The duckweed is a nice touch


----------



## deleted_user_16 (Jan 20, 2008)

thanks  gets a little out of hand occasionally, though


----------



## rengb6 (Nov 11, 2009)

are you sure its a female Betta? It looks like a male crown-tail to me but when the water is hard its fins will break and look like your Betta's fins. Just a warning if he is male he may start eventually munching on the shrimp. Took one of mine months to figure out he could eat them!


----------



## AlexXx (Dec 1, 2009)

Rengb, that is most certainly a Female betta, and there is no distinction of a crowntail fin type at all.... Also Females are just as likely to eat shrimp.

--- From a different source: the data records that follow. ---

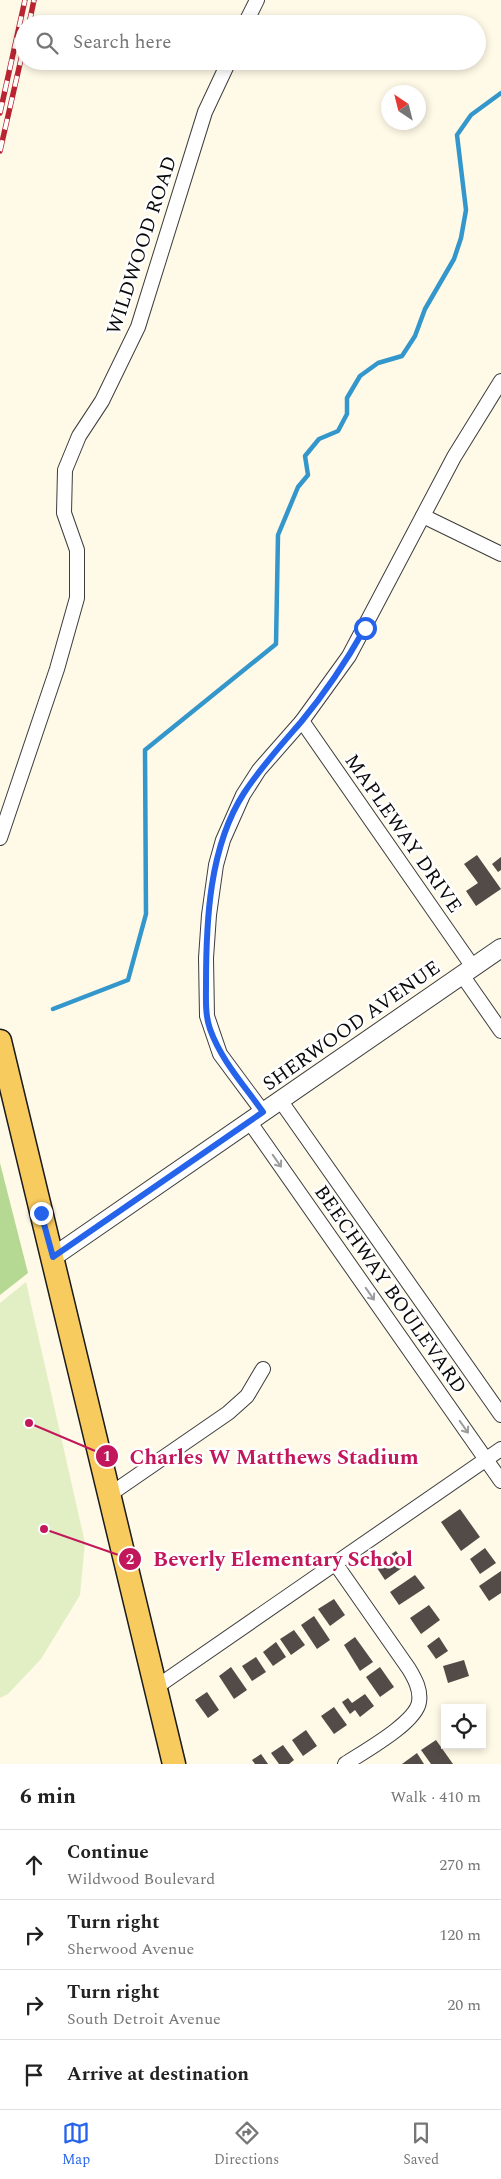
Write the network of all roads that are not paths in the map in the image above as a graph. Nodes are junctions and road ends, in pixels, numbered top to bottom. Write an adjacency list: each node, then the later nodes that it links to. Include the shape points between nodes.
1 (249, 0): 3 (street)
2 (257, 0): 4 (street)
3 (247, 15)
4 (248, 15)
5 (225, 70): 10 (street, WILDWOOD ROAD, via 205,112 138,327 102,401 79,436 65,470 64,513 77,550 77,598 57,669)
6 (501, 381): 7 (street, BEECHWAY BOULEVARD, via 454,457)
7 (423, 516): 8 (street); 9 (street, BEECHWAY BOULEVARD, via 349,656)
8 (501, 554)
9 (302, 721): 12 (street, MAPLEWAY DRIVE); 16 (street, BEECHWAY BOULEVARD, via 270,757 243,795 216,865 210,915 206,1016 220,1054)
10 (0, 838)
11 (501, 948): 12 (street, SHERWOOD AVENUE)
12 (468, 971): 13 (street, MAPLEWAY DRIVE); 15 (street, SHERWOOD AVENUE)
13 (501, 1031)
14 (0, 1041): 17 (main road)
15 (280, 1100): 16 (street, SHERWOOD AVENUE); 19 (street, BEECHWAY BOULEVARD)
16 (256, 1116): 17 (street, SHERWOOD AVENUE); 21 (street, BEECHWAY BOULEVARD, one-way to 21)
17 (53, 1257): 23 (main road)
18 (263, 1370): 23 (street, via 248,1396 228,1413)
19 (501, 1415)
20 (501, 1449): 21 (street)
21 (486, 1459): 22 (street, BEECHWAY BOULEVARD); 24 (street)
22 (501, 1480)
23 (109, 1495): 25 (main road)
24 (335, 1563): 25 (street); 27 (street, via 409,1669 420,1694 418,1709 408,1719)
25 (155, 1688): 26 (main road)
26 (174, 1764)
27 (345, 1764)

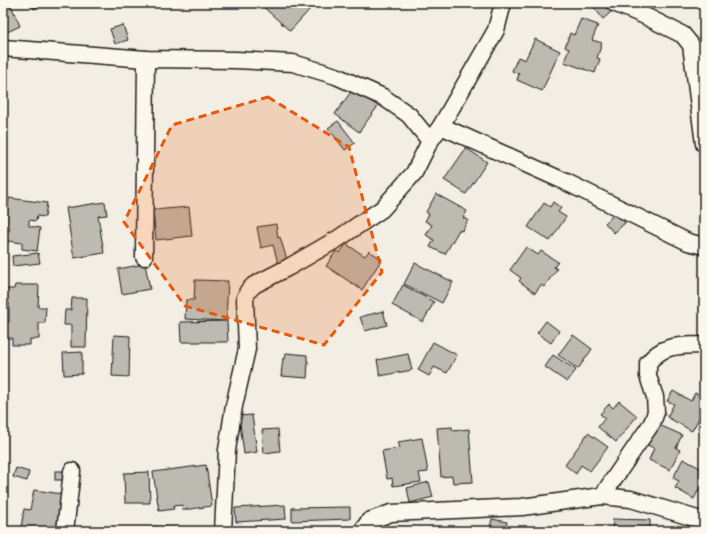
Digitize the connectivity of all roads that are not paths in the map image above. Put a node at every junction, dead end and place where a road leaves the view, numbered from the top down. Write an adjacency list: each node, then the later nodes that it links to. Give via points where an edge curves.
1 (503, 3): 5 (street, via 496,30)
2 (614, 3): 7 (street, via 683,35 691,45)
3 (3, 48): 4 (street)
4 (146, 59): 6 (street, via 236,60 293,64 336,76 382,97 409,114); 9 (street)
5 (441, 126): 6 (street); 8 (street, via 566,182 688,242)
6 (430, 141): 15 (street, via 414,173 382,209 339,238 254,285 248,291 245,298 247,350 227,450)
7 (704, 144)
8 (704, 244)
9 (144, 257)
10 (704, 345): 12 (street, via 668,347 654,354 648,363 648,376 655,397 656,412 652,423)
11 (72, 471): 14 (street)
12 (602, 496): 13 (street, via 631,499); 16 (street, via 522,507 391,513 369,521)
13 (704, 521)
14 (65, 531)
15 (223, 531)
16 (362, 531)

This is 4 of my females fighting over a shrimp lol








its a cell phone image sorry! You can see the shrimp in the yellow ones mouth


----------



## deleted_user_16 (Jan 20, 2008)

Plus she has an ovipositor lol


----------



## inghamb87 (Mar 10, 2010)

fishman9809 said:


> it's alright, personally i'd have em in a 7+, but i wanted to save the betta from less than 1L of water, so this seemed pretty good compared to that. i actually originally put the rcs in as food for the betta lol, she just couldnt catch em


Thanks for the reply. I guess the betta is being a bit too nice them rcs ;-)


----------



## heydude819 (Mar 17, 2009)

what do you use to create water flow in that tiny thing?


----------



## deleted_user_16 (Jan 20, 2008)

nada lol


----------



## Morainy (Feb 8, 2010)

That is a great tank. Not only does it look great and provide an interesting environment for the betta (and even company), but it's all natural. Self-sustaining. I would like to do one like that.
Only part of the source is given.